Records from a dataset
<<<<
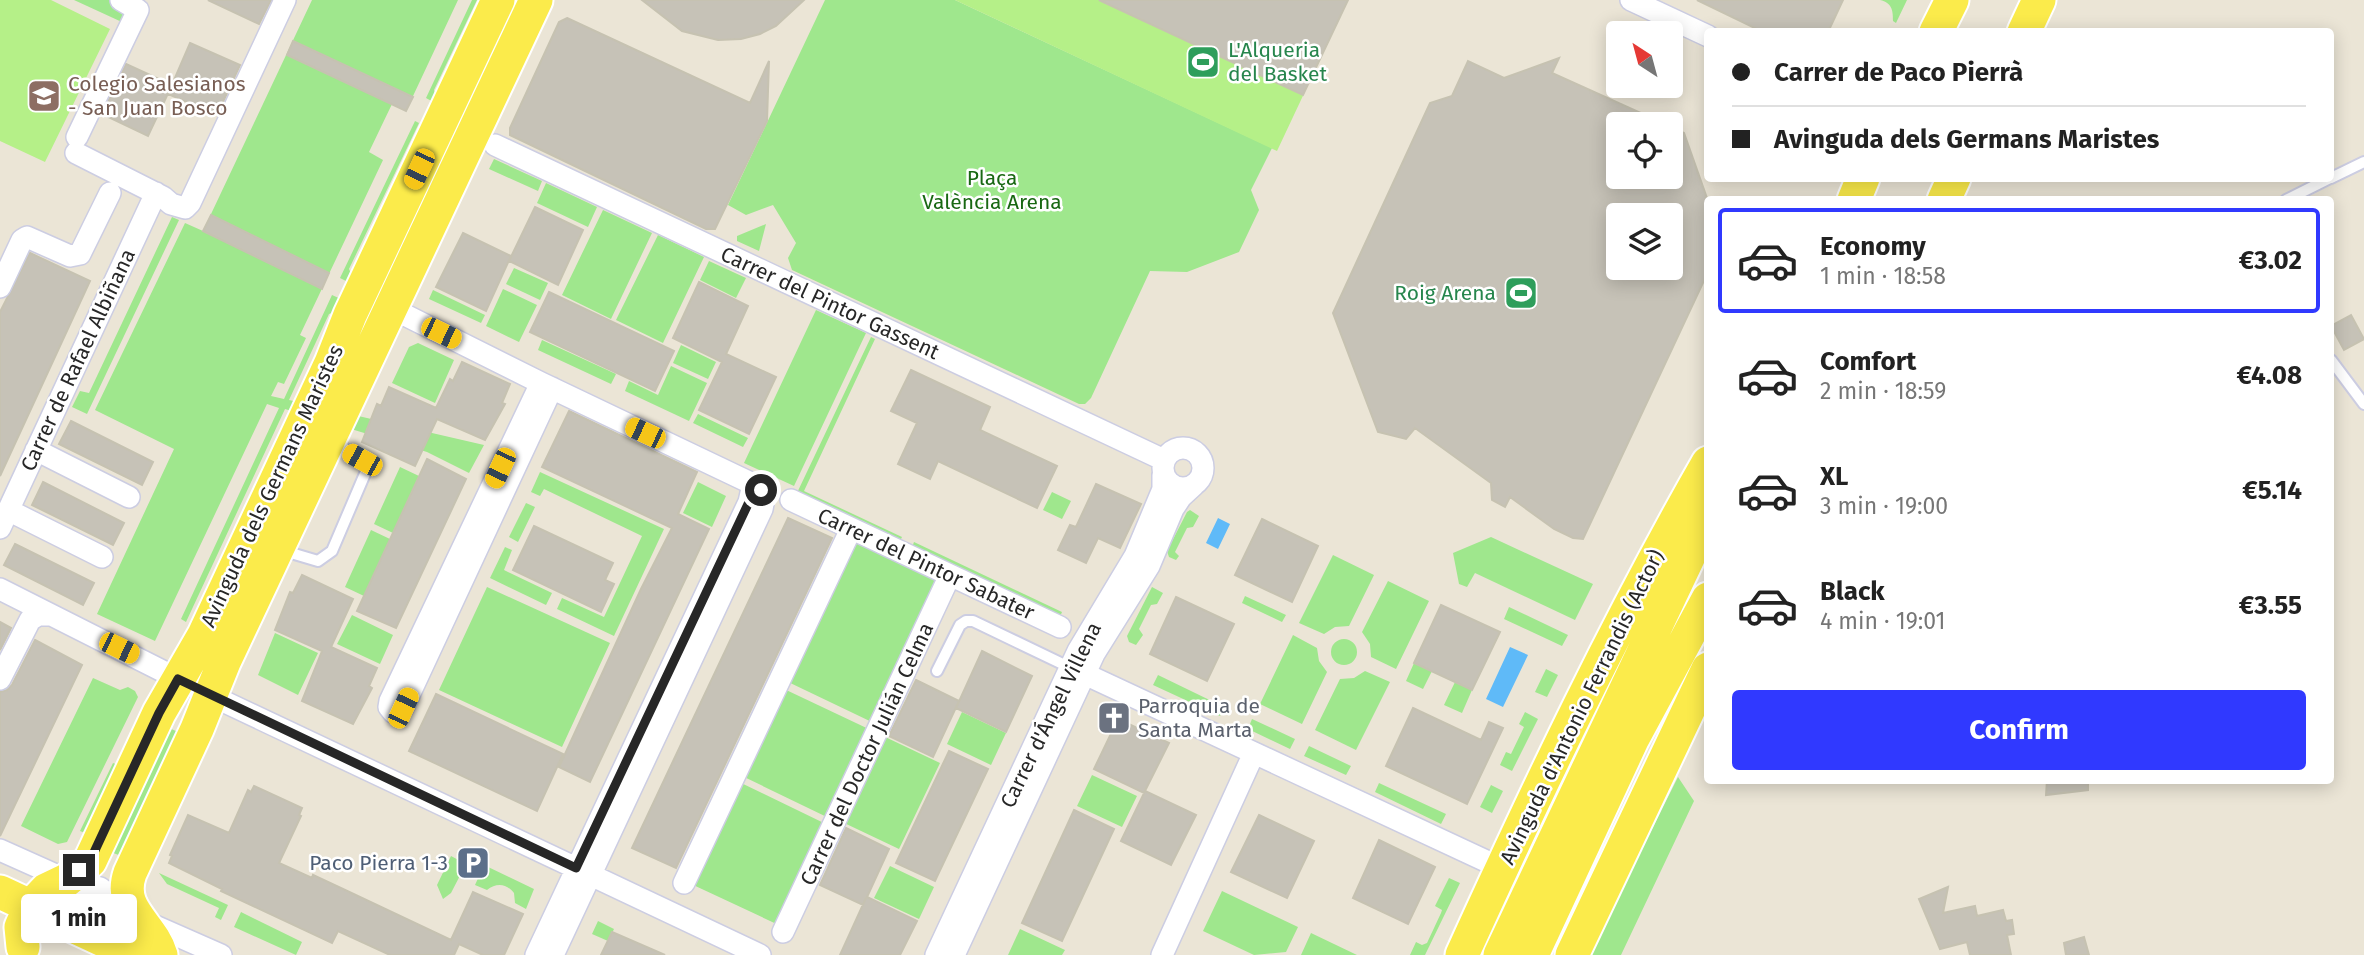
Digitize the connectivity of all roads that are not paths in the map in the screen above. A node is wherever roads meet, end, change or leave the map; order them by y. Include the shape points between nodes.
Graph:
1 (121, 0) edge
2 (285, 0) edge
3 (498, 0) edge
4 (536, 0) edge
5 (1631, 0) edge
6 (1952, 0) edge
7 (2039, 0) edge
8 (1938, 28) edge
9 (2026, 28) edge
10 (1704, 34) edge
11 (495, 145) dead end
12 (2364, 162) edge
13 (2334, 176) edge
14 (2322, 182) edge
15 (110, 193) dead end
16 (156, 193) junction
17 (2294, 196) edge
18 (0, 287) edge
19 (350, 315) junction
20 (387, 316) junction
21 (2334, 364) edge
22 (546, 386) junction
23 (2364, 404) edge
24 (336, 426) junction
25 (36, 450) junction
26 (1164, 468) junction
27 (1704, 470) edge
28 (1194, 485) junction
29 (129, 497) dead end
30 (791, 500) dead end
31 (4, 519) edge
32 (1704, 524) edge
33 (852, 529) junction
34 (102, 557) dead end
35 (272, 560) junction
36 (950, 575) junction
37 (0, 589) edge
38 (1704, 606) edge
39 (50, 614) junction
40 (1060, 627) dead end
41 (937, 671) dead end
42 (1077, 671) junction
43 (1704, 677) edge
44 (0, 679) edge
45 (178, 679) junction
46 (210, 695) junction
47 (1254, 753) junction
48 (0, 850) edge
49 (1501, 869) junction
50 (584, 872) junction
51 (67, 880) junction
52 (684, 883) dead end
53 (0, 892) edge
54 (30, 907) junction
55 (137, 916) junction
56 (783, 932) dead end
57 (23, 948) edge
58 (135, 955) edge
59 (161, 955) edge
60 (220, 955) edge
61 (536, 955) edge
62 (553, 955) edge
63 (760, 955) edge
64 (936, 955) edge
65 (954, 955) edge
66 (1162, 955) edge
67 (1462, 955) edge
68 (1500, 955) edge
69 (1532, 955) edge
70 (1572, 955) edge

1 - 16 street via 138,10 76,145
2 - 16 street via 190,203 184,208
3 - 19 main road, Avinguda dels Germans Maristes
4 - 20 main road, Avinguda dels Germans Maristes
5 - 10 street
6 - 8 main road
7 - 9 main road
11 - 26 street, Carrer del Pintor Gassent
12 - 13 lane
14 - 17 lane
15 - 18 street via 80,254 71,256 27,237
16 - 25 street, Carrer de Rafael Albiñana
19 - 20 main road via 353,332 360,337 377,333
19 - 45 main road, Avinguda dels Germans Maristes via 216,610
20 - 22 street
20 - 24 main road, Avinguda dels Germans Maristes
21 - 23 lane
22 - 22 street via 390,701 393,712 403,708
22 - 50 street via 746,481 763,494 762,509
24 - 35 main road, Avinguda dels Germans Maristes
24 - 35 lane via 338,443 368,469 332,551 318,561 291,553
25 - 29 street
25 - 31 street, Carrer de Rafael Albiñana
26 - 28 street via 1168,483 1186,489
26 - 28 street via 1168,453 1189,448 1199,454 1204,465
26 - 42 street, Carrer d'Ángel Villena via 1163,489 1135,556 1087,632
27 - 49 main road, Avinguda d'Antonio Ferrandis (Actor) via 1615,632
28 - 42 street, Carrer d'Ángel Villena via 1173,509 1149,566
30 - 33 street, Carrer del Pintor Sabater
31 - 34 street
32 - 68 main road, Avinguda d'Antonio Ferrandis (Actor)
33 - 36 street, Carrer del Pintor Sabater
33 - 52 street
35 - 46 main road, Avinguda dels Germans Maristes
36 - 40 street, Carrer del Pintor Sabater
36 - 56 street, Carrer del Doctor Julián Celma
37 - 39 street
38 - 69 main road via 1632,740
39 - 44 street via 30,621
39 - 45 street
41 - 42 lane via 960,625 973,621
42 - 47 street
42 - 64 street, Carrer d'Ángel Villena
42 - 65 street, Carrer d'Ángel Villena
43 - 70 main road
45 - 46 street
45 - 51 main road, Avinguda dels Germans Maristes via 90,861
46 - 50 street
46 - 55 main road, Avinguda dels Germans Maristes via 130,873 126,891
47 - 49 street
47 - 66 street
48 - 51 street
49 - 67 main road, Avinguda d'Antonio Ferrandis (Actor)
50 - 61 street
50 - 62 street
50 - 63 street
51 - 54 main road, Avinguda dels Germans Maristes via 46,890
51 - 55 street via 100,888
53 - 54 main road
54 - 57 main road via 21,928
54 - 58 main road
55 - 59 main road, Avinguda dels Germans Maristes via 156,940
55 - 60 street

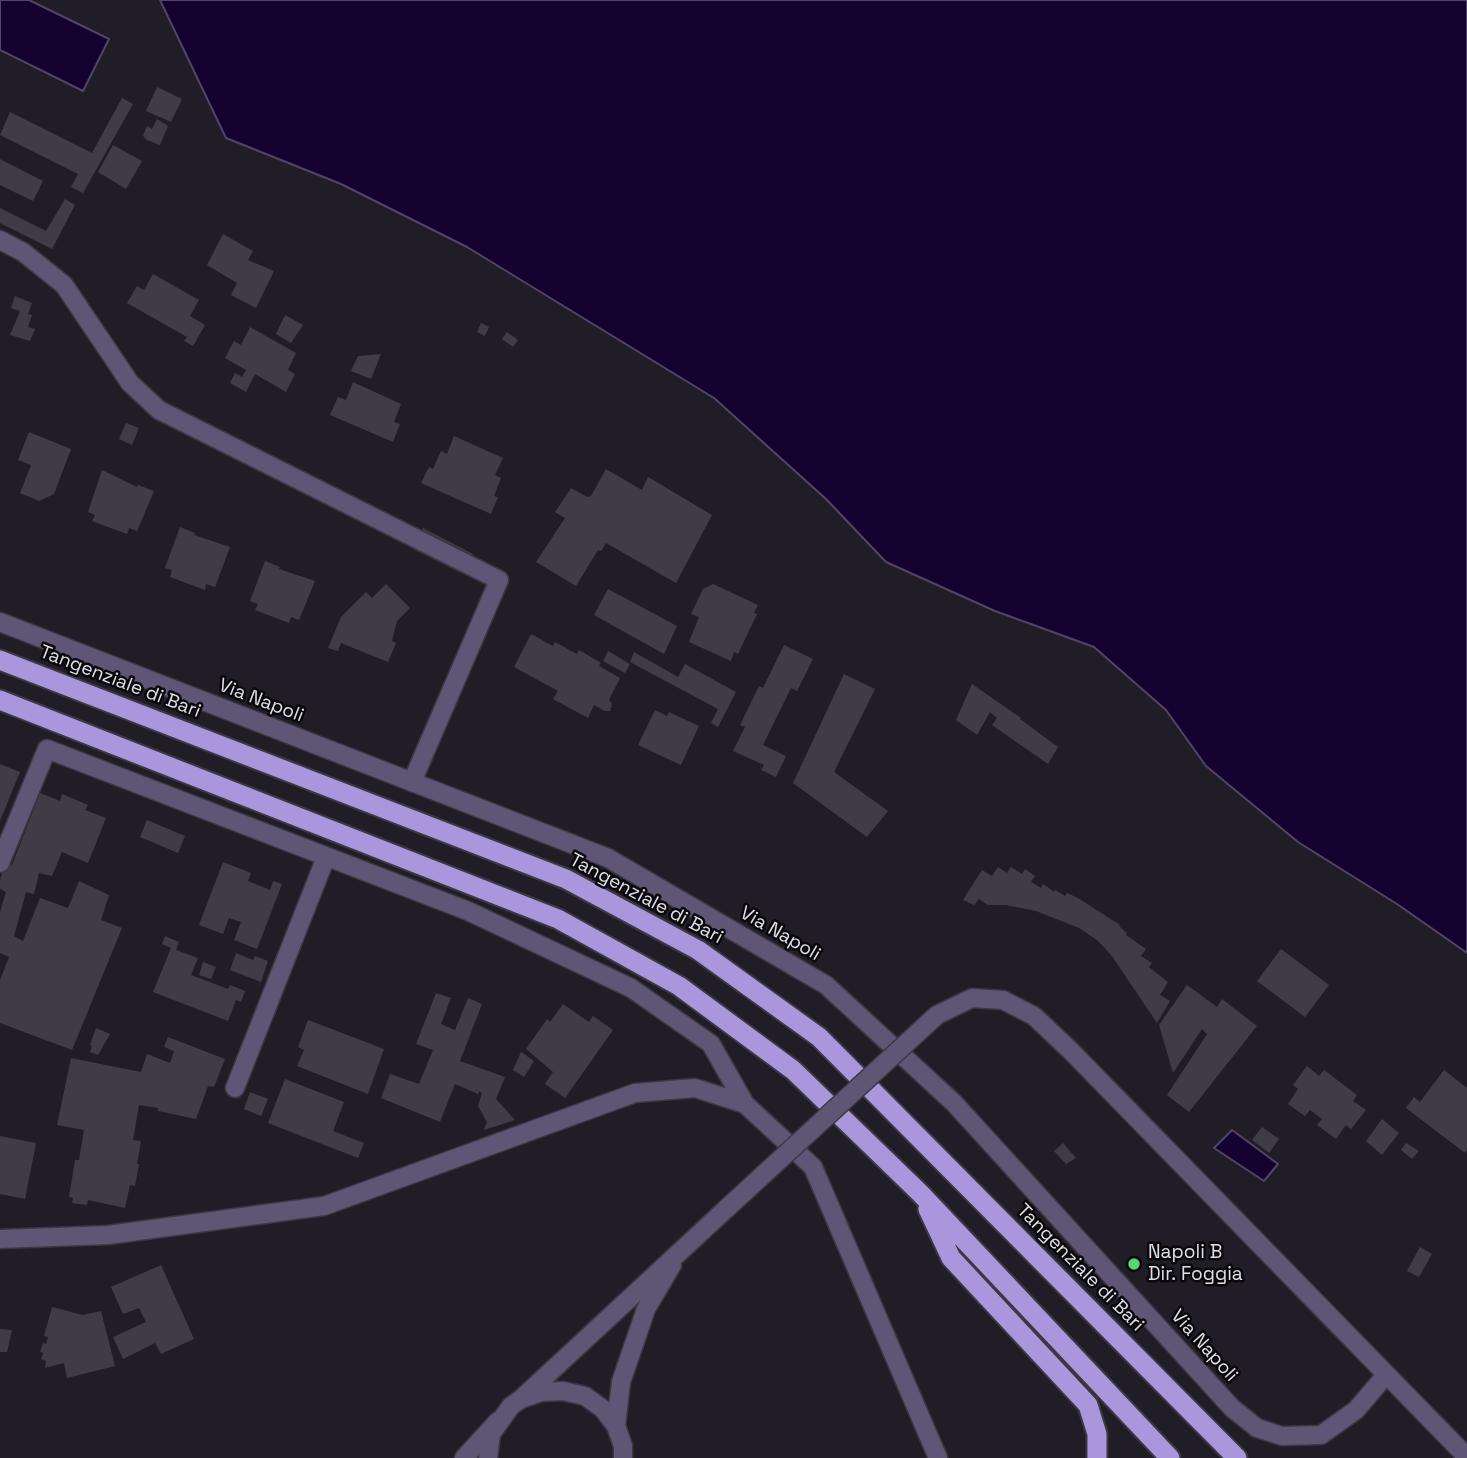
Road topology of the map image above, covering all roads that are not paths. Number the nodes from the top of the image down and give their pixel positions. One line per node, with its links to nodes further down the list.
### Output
1 (0, 240): 5 (street)
2 (0, 622): 5 (street, Via Napoli)
3 (0, 660): 24 (highway, Tangenziale di Bari)
4 (0, 700): 10 (highway)
5 (412, 782): 13 (street, Via Napoli)
6 (326, 857): 7 (street); 8 (street); 9 (street)
7 (0, 863)
8 (235, 1088)
9 (745, 1104): 11 (street); 21 (street)
10 (920, 1193): 22 (highway); 23 (highway)
11 (0, 1239)
12 (681, 1250): 13 (street, bridge); 14 (street); 16 (street)
13 (1385, 1375): 17 (street)
14 (521, 1399): 15 (street); 16 (street)
15 (502, 1416): 18 (street); 19 (street)
16 (616, 1426): 20 (street)
17 (1467, 1457)
18 (464, 1458)
19 (488, 1458)
20 (624, 1458)
21 (938, 1458)
22 (1097, 1458)
23 (1170, 1458)
24 (1237, 1458)

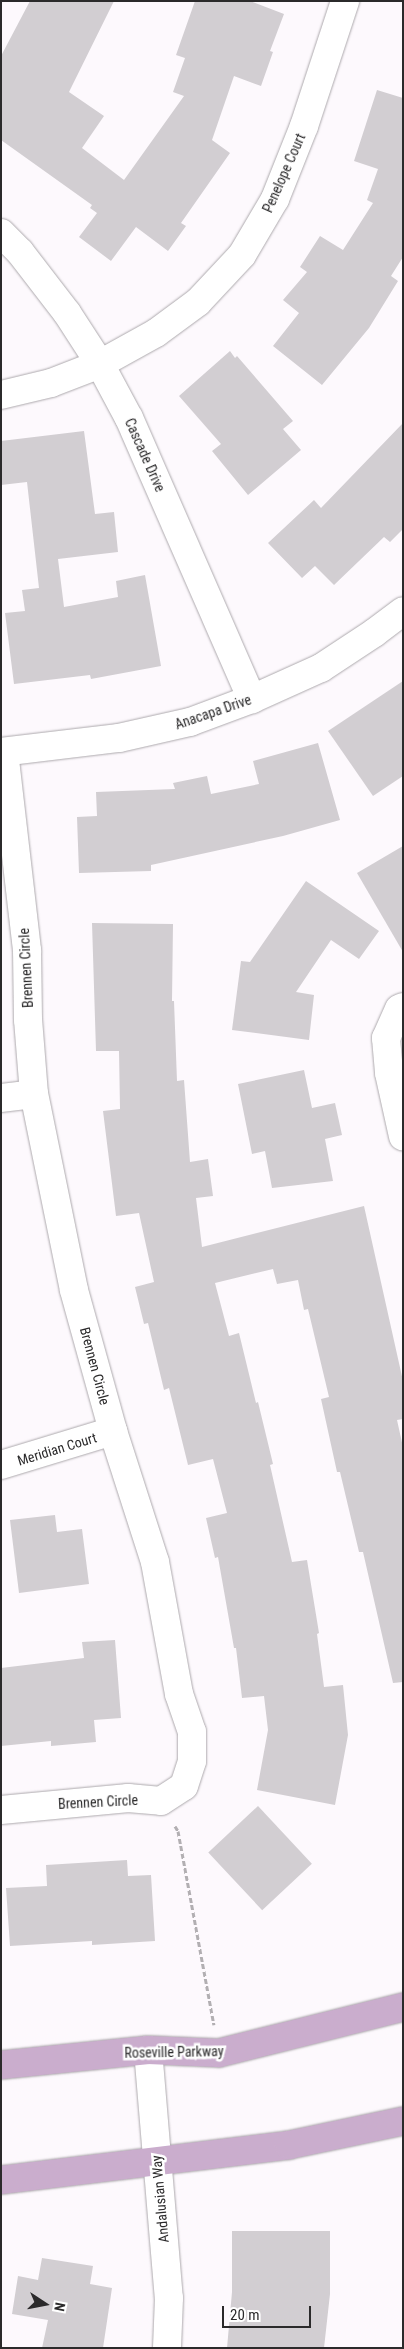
>>>>
§ WORK INSTRUCTION:
Copy out each line carrying the string "that" from the data.

§ ANSWER BOX:
Digitize the connectivity of all roads that are not paths in the map in the screen above. A node is wherever roads meet, end, change or leave the map; order them by y. Include the shape points between nodes.
Road topology of the map image above, covering all roads that are not paths. Number the nodes from the top of the image down and give their pixel positions. One line per node, with its links to nodes further down the list.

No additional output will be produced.